[Given information]

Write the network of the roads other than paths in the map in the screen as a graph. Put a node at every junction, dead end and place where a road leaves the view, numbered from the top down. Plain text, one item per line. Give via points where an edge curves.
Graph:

[/Given information]
[Given information]

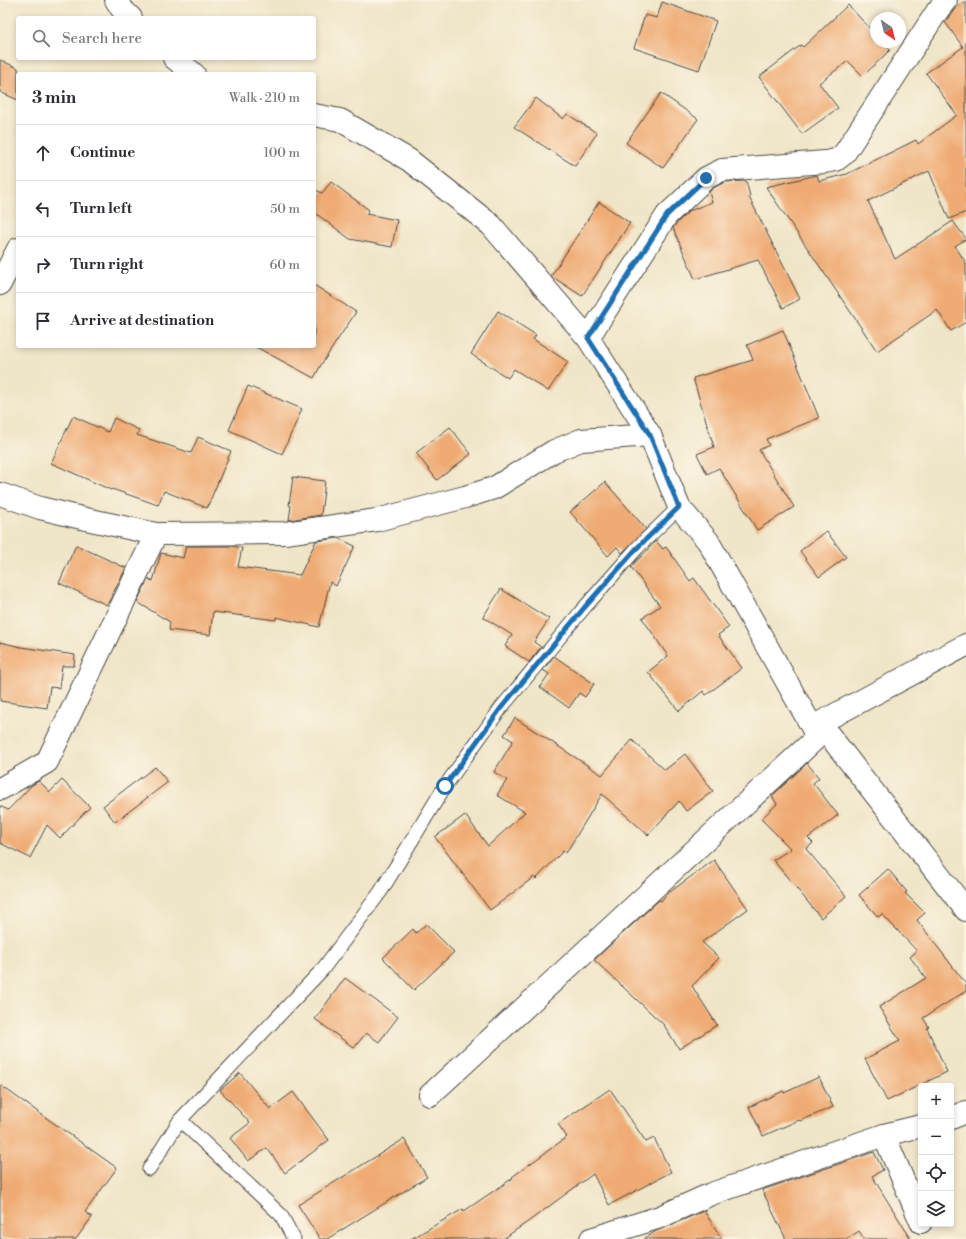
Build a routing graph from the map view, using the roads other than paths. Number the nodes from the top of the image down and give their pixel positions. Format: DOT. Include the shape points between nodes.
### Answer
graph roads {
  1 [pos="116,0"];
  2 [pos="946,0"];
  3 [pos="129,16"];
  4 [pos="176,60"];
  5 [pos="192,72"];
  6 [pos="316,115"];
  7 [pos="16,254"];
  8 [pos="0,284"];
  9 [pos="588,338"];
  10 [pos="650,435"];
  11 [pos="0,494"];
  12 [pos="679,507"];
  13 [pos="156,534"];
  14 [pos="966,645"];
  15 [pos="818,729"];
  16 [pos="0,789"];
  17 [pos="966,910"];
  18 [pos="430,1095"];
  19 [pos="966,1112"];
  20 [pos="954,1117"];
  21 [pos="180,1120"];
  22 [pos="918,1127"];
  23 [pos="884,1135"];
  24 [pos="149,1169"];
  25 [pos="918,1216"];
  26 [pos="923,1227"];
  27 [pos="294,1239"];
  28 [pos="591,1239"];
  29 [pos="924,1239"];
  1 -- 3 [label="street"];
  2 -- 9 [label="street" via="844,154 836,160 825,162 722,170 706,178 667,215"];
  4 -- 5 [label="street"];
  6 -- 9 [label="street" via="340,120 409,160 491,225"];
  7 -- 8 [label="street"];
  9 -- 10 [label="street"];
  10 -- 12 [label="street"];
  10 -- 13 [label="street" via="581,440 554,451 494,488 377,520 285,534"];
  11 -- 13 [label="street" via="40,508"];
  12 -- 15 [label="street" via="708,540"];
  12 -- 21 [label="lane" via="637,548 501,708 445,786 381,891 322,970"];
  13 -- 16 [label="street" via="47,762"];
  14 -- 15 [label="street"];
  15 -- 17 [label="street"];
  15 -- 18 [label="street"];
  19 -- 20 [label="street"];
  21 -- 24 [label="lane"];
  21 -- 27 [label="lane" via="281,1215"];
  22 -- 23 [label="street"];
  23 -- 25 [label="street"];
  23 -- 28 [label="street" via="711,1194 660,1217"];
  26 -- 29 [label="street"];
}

[/Given information]

In the records above, find each line with the word "from" and copy it out.

Write the network of the roads other than paths in the map in the screen as a graph. Put a node at every junction, dead end and place where a road leaves the view, numbered from the top down. Plain text, one item per line. Give via points where an edge curves.
Build a routing graph from the map view, using the roads other than paths. Number the nodes from the top of the image down and give their pixel positions. Format: DOT. Include the shape points between nodes.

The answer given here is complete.